ANALGESIC AND ANTIPYRETIC ACTIVITIES OF ETHANOLIC EXTRACT OF BAMBUSA ARUNDINACEA LEAVESHTML Full Text
ANALGESIC AND ANTIPYRETIC ACTIVITIES OF ETHANOLIC EXTRACT OF BAMBUSA ARUNDINACEA LEAVES
Talha Jawaid * 1, 2, Mehnaz Kamal 3 and Jyoti Singh 1
Department of Pharmacology 1, Hygia Institute of Pharmaceutical Education and Research, Ghaila Road, Lucknow-226002, Uttar Pradesh, India.
Department of Pharmacology 2, College of Medicine, Dar Al Uloom University, P.O. Box- 3535, Al Mizan St, Al Falah, Riyadh-13314, Kingdom of Saudi Arabia.
Department of Pharmaceutical Chemistry 3, College of Pharmacy, Prince Sattam Bin Abdulaziz University, P.O. Box- 173, Al-Kharj 11942, Kingdom of Saudi Arabia.
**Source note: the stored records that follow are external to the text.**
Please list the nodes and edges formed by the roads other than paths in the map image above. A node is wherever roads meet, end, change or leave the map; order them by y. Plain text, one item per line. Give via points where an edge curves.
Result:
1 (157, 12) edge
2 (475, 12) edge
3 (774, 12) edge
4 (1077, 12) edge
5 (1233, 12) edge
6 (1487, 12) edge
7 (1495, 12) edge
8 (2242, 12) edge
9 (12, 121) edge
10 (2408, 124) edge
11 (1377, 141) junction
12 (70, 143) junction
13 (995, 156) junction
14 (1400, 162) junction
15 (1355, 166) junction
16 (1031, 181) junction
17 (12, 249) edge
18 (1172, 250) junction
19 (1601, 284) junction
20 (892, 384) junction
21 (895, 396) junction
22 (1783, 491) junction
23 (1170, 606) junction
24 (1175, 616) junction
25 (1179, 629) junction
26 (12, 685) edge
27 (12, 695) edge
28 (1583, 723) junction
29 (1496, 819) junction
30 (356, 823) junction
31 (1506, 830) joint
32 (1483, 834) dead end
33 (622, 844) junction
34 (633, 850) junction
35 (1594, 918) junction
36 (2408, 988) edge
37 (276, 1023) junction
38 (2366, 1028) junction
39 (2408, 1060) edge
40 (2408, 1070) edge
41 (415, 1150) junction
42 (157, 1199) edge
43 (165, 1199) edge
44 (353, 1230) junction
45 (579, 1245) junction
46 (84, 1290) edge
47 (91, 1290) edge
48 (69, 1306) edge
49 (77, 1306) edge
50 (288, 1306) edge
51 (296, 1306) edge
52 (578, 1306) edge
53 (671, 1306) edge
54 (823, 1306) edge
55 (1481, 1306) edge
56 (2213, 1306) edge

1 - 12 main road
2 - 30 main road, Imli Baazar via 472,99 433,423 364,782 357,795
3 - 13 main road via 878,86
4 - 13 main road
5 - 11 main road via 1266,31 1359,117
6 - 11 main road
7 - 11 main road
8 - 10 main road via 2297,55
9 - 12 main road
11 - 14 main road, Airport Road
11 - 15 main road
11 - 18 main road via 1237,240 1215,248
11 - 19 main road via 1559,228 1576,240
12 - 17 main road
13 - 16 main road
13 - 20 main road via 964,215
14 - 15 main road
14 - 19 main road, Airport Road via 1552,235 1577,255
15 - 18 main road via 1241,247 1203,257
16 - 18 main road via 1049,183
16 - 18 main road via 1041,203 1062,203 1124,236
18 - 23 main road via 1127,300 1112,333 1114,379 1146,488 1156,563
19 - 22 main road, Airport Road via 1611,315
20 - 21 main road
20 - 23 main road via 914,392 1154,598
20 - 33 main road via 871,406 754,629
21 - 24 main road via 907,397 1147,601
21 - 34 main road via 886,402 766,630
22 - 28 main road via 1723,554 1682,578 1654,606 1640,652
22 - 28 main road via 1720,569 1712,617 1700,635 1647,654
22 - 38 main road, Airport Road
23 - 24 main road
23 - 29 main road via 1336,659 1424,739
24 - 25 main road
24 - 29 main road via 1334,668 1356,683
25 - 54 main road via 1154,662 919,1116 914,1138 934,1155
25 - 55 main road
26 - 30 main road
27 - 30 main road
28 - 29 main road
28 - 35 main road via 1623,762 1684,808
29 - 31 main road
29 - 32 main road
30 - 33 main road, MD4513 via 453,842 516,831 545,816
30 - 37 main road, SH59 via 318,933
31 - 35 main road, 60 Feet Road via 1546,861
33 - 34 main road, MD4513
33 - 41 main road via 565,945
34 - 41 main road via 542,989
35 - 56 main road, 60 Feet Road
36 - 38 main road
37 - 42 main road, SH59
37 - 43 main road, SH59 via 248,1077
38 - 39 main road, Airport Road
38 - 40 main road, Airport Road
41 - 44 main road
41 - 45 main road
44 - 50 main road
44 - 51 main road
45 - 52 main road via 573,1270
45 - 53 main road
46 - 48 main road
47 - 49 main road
ABSTRACT: To study the analgesic and antipyretic activities of ethanolic extract of Bambusa arundinacea leaves (EEBA) in rats by using models tail immersion test, hot plate test and brewer’s yeast pyrexia model. Methods: The dried powdered leaves were extracted with ethanol and the resultant extract was subjected for phytochemical investigation to identify different phytoconstituents. Analgesic activity of the ethanolic extract of B. arundinacea leaves at a dose of 100mg/kg b.w., p.o. and 200mg/kg b.w., p.o. were evaluated against the standard drug Diclofenac sodium at a dose of 10mg/kg b.w., i.p. by tail immersion test and hot plate test. Antipyretic activity of EEBA (100 mg/kg and 200 mg/kg) was assessed by using brewer’s yeast pyrexia model in rats against the standard drug Paracetamol (150 mg/kg, p.o.). Results: Preliminary phytochemical investigations showed the presence of flavonoids, alkaloids, steroids, carbohydrates, proteins and amino acids, tannins and phenolic compounds as major secondary metabolites. The results showed that in tail immersion and hot plate test, EEBA has shown significant (P < 0.05) increase in the latency period at both high and low doses indicating analgesic activity. EEBA (100 mg/kg and 200 mg/kg) also significantly (P < 0.0001) reduced brewer’s yeast induced pyrexia in rats. Conclusion: These results demonstrated that the ethanolic extract of Bambusa arundinaceae leaves exhibited significant analgesic and antipyretic activities at 100 mg/kg and 200 mg/kg in dose dependent manner.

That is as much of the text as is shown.